Je suis très heureux que vous ayiez accepté l’invitation de Gilles Jacob et la mienne à
prendre deux heures de votre temps pour que nous discutions ensemble librement de la
diversité culturelle.

1. Pourquoi la diversité

La diversité culturelle est une exigence politique essentielle. Les artistes, tous autant qu’ils
sont, dans leur diversité, doivent avoir la capacité de créer librement, et le public doit pouvoir
accéder à leurs créations. C’est pourquoi, chaque Etat doit avoir le droit d’aider les créateurs
sur son territoire comme il l’entend, et ce droit lui est désormais reconnu par la communauté
internationale, grâce à l’adoption de la convention de l’Unesco.

La diversité culturelle est la meilleure réponse à la mondialisation. C’est un enjeu de
gouvernance mondiale. Face à la mondialisation, le dialogue des cultures est un facteur de
paix entre les peuples et de cohésion sociale. La diversité culturelle est aussi nécessaire que
la biodiversité.

Le développement et la libéralisation des échanges internationaux, ainsi que les
bouleversements technologiques – et notamment numériques – facilitent les mouvements de
concentration des industries culturelles et l’apparition d’industries dominantes, pour ne pas
dire de cultures dominantes, et tendent à unifier les cultures.

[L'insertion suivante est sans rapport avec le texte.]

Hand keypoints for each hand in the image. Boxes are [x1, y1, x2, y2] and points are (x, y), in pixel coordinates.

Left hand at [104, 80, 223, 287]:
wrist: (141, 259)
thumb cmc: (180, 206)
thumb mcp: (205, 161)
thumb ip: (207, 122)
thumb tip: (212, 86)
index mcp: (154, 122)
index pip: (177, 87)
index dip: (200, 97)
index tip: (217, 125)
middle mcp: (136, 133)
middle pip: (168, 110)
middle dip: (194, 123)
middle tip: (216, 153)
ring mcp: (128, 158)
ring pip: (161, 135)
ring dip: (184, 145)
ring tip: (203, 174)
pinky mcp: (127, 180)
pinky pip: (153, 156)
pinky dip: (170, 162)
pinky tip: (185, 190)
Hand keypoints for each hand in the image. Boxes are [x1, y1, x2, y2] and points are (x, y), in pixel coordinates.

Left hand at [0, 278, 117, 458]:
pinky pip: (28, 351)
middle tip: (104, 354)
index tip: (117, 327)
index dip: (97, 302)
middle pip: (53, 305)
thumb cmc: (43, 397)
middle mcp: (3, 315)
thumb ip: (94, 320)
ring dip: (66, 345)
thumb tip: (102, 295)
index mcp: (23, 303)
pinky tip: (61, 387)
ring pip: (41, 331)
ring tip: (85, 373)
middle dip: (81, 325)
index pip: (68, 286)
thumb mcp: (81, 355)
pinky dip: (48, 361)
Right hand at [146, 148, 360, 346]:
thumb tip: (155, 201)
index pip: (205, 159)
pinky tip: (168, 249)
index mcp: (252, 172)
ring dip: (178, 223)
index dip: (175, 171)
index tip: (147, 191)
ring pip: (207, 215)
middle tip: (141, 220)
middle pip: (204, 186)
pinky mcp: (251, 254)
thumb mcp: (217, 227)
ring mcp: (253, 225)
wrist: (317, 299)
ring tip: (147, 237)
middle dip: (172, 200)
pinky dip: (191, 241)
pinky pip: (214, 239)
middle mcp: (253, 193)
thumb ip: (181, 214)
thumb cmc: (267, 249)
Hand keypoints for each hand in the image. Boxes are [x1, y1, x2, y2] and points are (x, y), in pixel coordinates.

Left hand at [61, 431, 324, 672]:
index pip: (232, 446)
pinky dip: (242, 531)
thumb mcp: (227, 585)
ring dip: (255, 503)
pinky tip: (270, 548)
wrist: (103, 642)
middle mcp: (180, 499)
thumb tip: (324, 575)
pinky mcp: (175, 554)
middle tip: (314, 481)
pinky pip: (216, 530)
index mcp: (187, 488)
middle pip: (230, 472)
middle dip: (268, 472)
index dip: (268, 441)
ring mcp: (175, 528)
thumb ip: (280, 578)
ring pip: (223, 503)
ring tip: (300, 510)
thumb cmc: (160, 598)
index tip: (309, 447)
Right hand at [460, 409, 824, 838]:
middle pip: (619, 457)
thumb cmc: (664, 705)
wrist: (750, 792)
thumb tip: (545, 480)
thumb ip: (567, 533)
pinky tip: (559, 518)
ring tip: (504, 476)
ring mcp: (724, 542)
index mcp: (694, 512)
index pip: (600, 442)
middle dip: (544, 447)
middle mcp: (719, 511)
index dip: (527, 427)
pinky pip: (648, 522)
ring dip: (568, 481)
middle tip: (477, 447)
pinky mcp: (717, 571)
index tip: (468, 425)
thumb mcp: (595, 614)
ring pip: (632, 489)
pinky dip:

Face au risque d’un seul style de cinéma, d’une seule manière de voir le monde, d’une seule
manière de s’exprimer, l’exigence de diversité culturelle rappelle la nécessaire,
l'indispensable polyphonie des langues et des cultures.

2. Pourquoi le cinéma est particulièrement concerné par ces enjeux

Le cinéma est un art, « et par ailleurs, une industrie » écrivait Malraux dans son Esquisse
d’une psychologie du cinéma. Le cinéma est devenu l’industrie culturelle par excellence. Une
industrie stratégique. Dans un monde où l’image est reine, le cinéma est l’expression des
identités, des imaginaires, des cultures, des représentations du monde.

Cette expression est le fruit, tout autant du court-métrage tourné en vidéo numérique que de
la superproduction internationale ou du film d’auteur.

On a souvent dit que le combat en faveur de la diversité culturelle, dans le domaine du
cinéma, était un combat contre le cinéma « américain ». Pour ma part, je n’ai jamais partagé
ce point de vue. Le cinéma américain, qu’il émane des fameuses majors, ou des producteurs
indépendants, doit pouvoir exister et être vu, mais ce droit doit également et dans le même
temps être reconnu aux cinémas africains, européens, asiatiques et latino-américains.

Or, près de 85% des films diffusés en salles dans le monde aujourd’hui sont produits par les
studios américains. Ces mêmes films représentent 71% de parts de marché en Europe, 64%
au Japon et 97% aux Etats-Unis. J’ajoute que, selon l’UNESCO, 88 pays sur 185 n’avaient
produit aucun film en 2000.

De tels chiffres doivent nous alarmer. Ils prouvent si nécessaire que les risques
d’uniformisation du monde et de 15 représentations sont bien réels et qu’ils ne feraient que
s’accentuer si les Etats, individuellement et collectivement, n’avaient décidé d’agir, ce qu’ils
ont fait en adoptant la convention de l’Unesco.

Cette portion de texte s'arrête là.